American gunsmith (1837–1913)

William Mason (January 30, 1837 – July 17, 1913) was a patternmaker, engineer and inventor who worked for Remington Arms, Colt's Patent Fire Arms Manufacturing Company, and Winchester Repeating Arms Company in the 19th century.

==Remington==
Mason began his career as an apprentice patternmaker, eventually working in the arms industry for Remington Arms. While at Remington, on November 21, 1865, he received U.S. patent 51,117, for a swing-out cylinder for easy loading, a design used in 1896 by S&W for the .38 Hand Ejector (M&P and S&W Model 10).

==Colt==
Mason left Remington Arms in 1866 to work for Colt as the superintendent of the armory. Along with Charles Richards, Mason patented designs to convert percussion revolvers into rear-loading metallic cartridge revolvers. Those converted revolvers are identified as the "Richards-Mason conversion". After working on these conversions, Mason began work on Colt's first metallic cartridge revolvers in 1871: the Colt Model 1871-72 "Open Top" revolver was the third such pistol, following the .41 caliber House Pistol and the .22 caliber seven-shot Open Top.
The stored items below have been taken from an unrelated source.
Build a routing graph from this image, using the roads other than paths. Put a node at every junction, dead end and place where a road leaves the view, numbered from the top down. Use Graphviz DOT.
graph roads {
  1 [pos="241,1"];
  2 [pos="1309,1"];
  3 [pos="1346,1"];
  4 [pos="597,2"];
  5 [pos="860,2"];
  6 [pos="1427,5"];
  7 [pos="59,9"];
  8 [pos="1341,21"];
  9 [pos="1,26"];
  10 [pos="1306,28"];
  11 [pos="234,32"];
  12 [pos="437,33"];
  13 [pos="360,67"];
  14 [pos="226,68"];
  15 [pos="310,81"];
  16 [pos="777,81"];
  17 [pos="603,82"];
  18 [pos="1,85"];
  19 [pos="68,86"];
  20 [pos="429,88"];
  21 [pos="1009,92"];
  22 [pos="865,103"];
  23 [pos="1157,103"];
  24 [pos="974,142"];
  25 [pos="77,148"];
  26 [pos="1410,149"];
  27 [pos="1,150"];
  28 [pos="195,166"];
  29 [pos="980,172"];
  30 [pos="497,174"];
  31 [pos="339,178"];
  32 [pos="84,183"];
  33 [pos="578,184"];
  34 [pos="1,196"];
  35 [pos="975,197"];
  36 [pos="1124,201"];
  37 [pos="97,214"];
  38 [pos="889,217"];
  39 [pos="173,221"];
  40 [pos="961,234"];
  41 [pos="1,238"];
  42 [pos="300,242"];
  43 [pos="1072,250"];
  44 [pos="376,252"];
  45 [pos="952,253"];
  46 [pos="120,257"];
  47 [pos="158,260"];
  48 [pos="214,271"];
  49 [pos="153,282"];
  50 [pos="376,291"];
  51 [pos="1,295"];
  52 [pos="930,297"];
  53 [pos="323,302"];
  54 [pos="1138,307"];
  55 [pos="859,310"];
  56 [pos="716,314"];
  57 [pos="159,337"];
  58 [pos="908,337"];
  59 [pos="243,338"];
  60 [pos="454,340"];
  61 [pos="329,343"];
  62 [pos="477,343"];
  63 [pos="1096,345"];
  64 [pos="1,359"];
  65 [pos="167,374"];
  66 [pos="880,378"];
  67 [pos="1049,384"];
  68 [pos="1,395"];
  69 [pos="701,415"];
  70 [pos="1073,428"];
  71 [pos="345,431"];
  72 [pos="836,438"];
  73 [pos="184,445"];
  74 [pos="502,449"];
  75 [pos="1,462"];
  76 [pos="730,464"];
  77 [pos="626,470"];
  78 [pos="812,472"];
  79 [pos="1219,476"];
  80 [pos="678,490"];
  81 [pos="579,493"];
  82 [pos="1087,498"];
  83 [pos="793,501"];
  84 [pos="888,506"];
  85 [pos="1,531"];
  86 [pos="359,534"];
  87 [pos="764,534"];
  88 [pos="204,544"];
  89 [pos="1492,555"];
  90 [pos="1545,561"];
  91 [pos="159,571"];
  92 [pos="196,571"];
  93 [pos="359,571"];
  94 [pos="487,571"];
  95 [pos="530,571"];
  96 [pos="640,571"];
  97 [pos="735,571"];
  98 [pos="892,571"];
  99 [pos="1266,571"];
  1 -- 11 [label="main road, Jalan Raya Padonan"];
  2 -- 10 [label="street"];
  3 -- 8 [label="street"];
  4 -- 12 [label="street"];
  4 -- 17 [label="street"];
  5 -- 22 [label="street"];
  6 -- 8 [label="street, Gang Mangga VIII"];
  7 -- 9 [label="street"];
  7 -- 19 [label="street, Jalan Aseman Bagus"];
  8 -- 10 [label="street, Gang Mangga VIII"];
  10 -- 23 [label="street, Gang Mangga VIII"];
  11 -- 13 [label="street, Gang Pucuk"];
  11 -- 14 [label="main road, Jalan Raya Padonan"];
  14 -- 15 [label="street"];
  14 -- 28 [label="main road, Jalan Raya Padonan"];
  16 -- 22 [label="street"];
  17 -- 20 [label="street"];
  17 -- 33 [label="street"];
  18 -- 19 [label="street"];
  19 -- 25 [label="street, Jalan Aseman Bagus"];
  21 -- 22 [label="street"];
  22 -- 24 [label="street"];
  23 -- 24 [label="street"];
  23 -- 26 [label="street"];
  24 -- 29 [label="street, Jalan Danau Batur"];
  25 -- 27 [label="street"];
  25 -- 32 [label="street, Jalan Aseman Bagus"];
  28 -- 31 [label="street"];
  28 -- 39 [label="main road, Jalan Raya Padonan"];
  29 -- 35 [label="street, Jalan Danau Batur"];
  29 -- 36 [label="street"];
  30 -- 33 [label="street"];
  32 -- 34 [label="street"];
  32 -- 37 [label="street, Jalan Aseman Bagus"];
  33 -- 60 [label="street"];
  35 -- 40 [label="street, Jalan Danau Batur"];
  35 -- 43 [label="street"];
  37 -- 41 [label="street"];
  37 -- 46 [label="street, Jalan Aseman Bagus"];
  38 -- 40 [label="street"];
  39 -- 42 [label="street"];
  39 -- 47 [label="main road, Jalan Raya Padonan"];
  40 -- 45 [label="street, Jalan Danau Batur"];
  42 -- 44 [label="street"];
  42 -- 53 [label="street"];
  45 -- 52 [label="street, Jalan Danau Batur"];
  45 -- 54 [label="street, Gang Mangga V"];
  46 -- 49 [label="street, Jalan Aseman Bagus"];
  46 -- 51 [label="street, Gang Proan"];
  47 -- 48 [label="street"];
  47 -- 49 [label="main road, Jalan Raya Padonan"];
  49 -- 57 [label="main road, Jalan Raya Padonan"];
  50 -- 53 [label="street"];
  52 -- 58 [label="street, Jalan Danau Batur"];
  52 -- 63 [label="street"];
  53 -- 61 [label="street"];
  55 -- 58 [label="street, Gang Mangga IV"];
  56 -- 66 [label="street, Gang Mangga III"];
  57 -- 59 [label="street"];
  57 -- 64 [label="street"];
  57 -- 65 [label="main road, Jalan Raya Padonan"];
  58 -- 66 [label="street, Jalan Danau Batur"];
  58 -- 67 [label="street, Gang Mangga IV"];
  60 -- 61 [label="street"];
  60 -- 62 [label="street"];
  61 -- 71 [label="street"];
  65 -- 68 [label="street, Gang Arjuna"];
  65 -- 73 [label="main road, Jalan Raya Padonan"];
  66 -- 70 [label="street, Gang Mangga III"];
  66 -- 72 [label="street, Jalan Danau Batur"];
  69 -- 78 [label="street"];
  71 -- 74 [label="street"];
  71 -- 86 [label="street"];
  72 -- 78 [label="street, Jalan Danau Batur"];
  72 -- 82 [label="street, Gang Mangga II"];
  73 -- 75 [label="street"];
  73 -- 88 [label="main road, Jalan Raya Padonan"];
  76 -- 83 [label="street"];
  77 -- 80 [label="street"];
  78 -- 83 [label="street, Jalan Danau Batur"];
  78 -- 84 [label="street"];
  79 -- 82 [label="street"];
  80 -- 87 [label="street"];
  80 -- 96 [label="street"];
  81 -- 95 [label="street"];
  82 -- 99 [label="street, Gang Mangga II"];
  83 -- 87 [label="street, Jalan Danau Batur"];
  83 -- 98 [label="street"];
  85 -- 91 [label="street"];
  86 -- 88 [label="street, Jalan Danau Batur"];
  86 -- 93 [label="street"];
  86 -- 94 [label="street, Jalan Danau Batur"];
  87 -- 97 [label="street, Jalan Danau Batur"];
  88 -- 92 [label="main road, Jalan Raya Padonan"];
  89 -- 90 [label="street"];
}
The Open Top .44 was a completely new design and the parts would not interchange with the older percussion pistols. Mason moved the rear sight to the rear of the barrel as opposed to the hammer or the breechblock of the earlier efforts. The caliber was .44 Henry and it was submitted to the US Army for testing in 1872. The Army rejected the pistol and asked for a more powerful caliber with a stronger frame. Mason redesigned the frame to incorporate a top strap, similar to the Remington revolvers and placed the rear sight on the rear of the frame. The first prototype was chambered in .44 rimfire, but the first model was in the newest caliber known as the .45 Colt.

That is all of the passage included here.